How a dumb, ugly bill becomes a law: this time for real

TalkLeft summarizes the state of play on the Feeney Amendment, which, by placing procedural and reporting burdens on downward, but not upward, departures from the sentencing guidelines (except to downward departures granted to informants) would effectively convert all Federal sentences into mandatory minimum sentences at the guideline level. An obviously appalling idea in terms of (1) justice (2) the efficient use of prison space (3) the division of responsibility between the legislature and the courts and (4) process (no hearings, no significant public debate: I, for example, heard about it for the first time yesterday, and the bill is already in conference). It’s an excellent filibuster candidate.

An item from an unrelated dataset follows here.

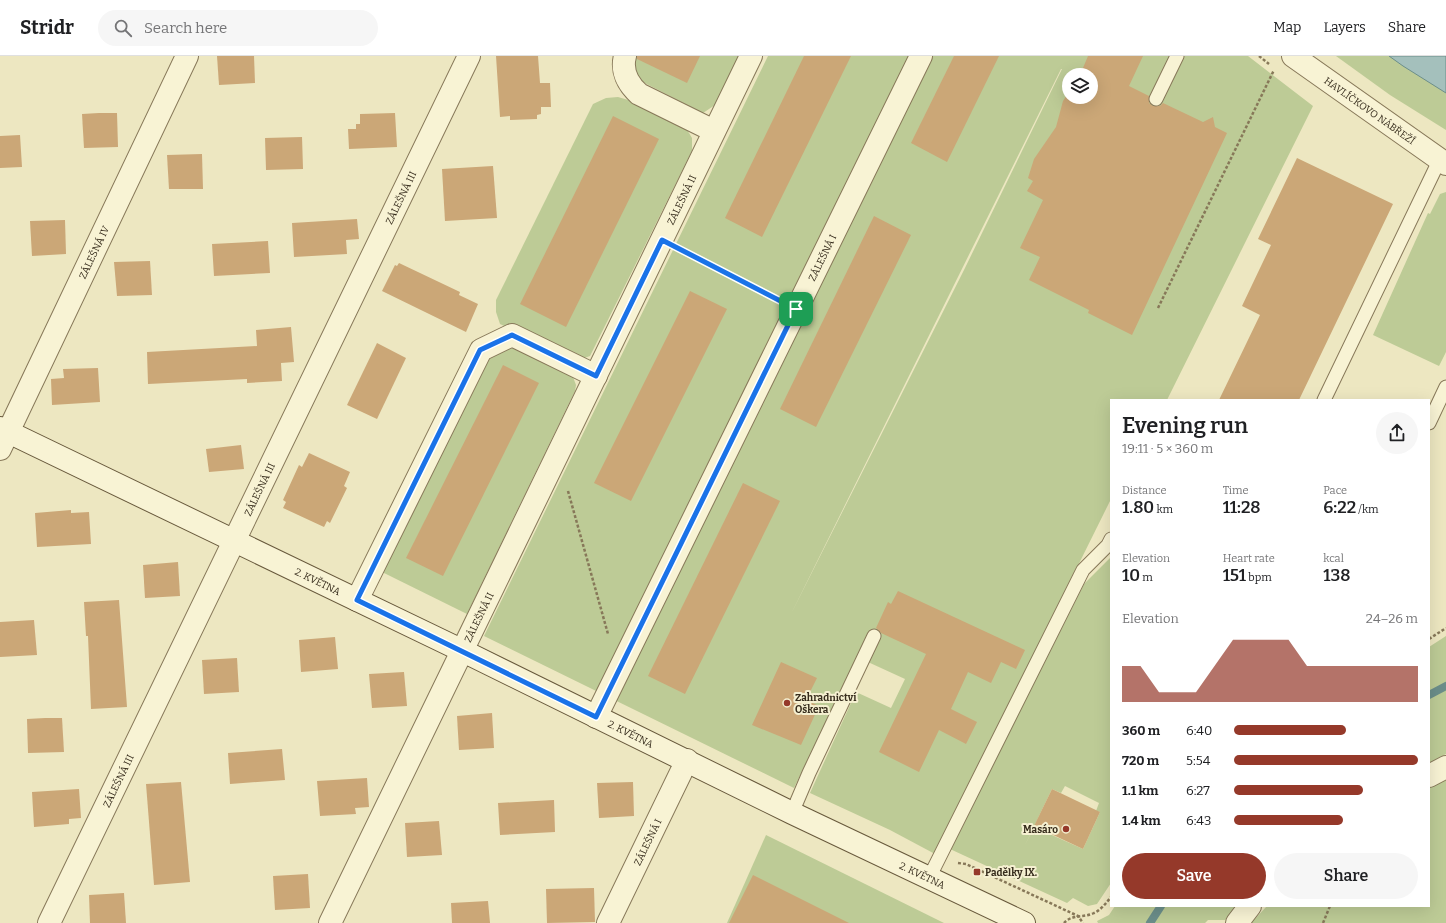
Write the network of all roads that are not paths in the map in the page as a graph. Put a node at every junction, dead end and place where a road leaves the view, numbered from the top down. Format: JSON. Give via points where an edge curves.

And the Republicans are praying that the Democrats will fall into the trap, giving them a chance to run against “soft on crime” one more time. This is truly horrible public policy, but if it can’t be killed quietly in conference I’m not sure I’d want the Democrats to self-immolate over it. If the public actually understood how things worked, including how stiff the guideline sentences are, I doubt there would be anything like majority support for this nonsense. I’m pretty hawkish on crime, and it turns my stomach. But as a candidatek I’d hate to explain to the voters why I voted against reining in those criminal-coddling judges.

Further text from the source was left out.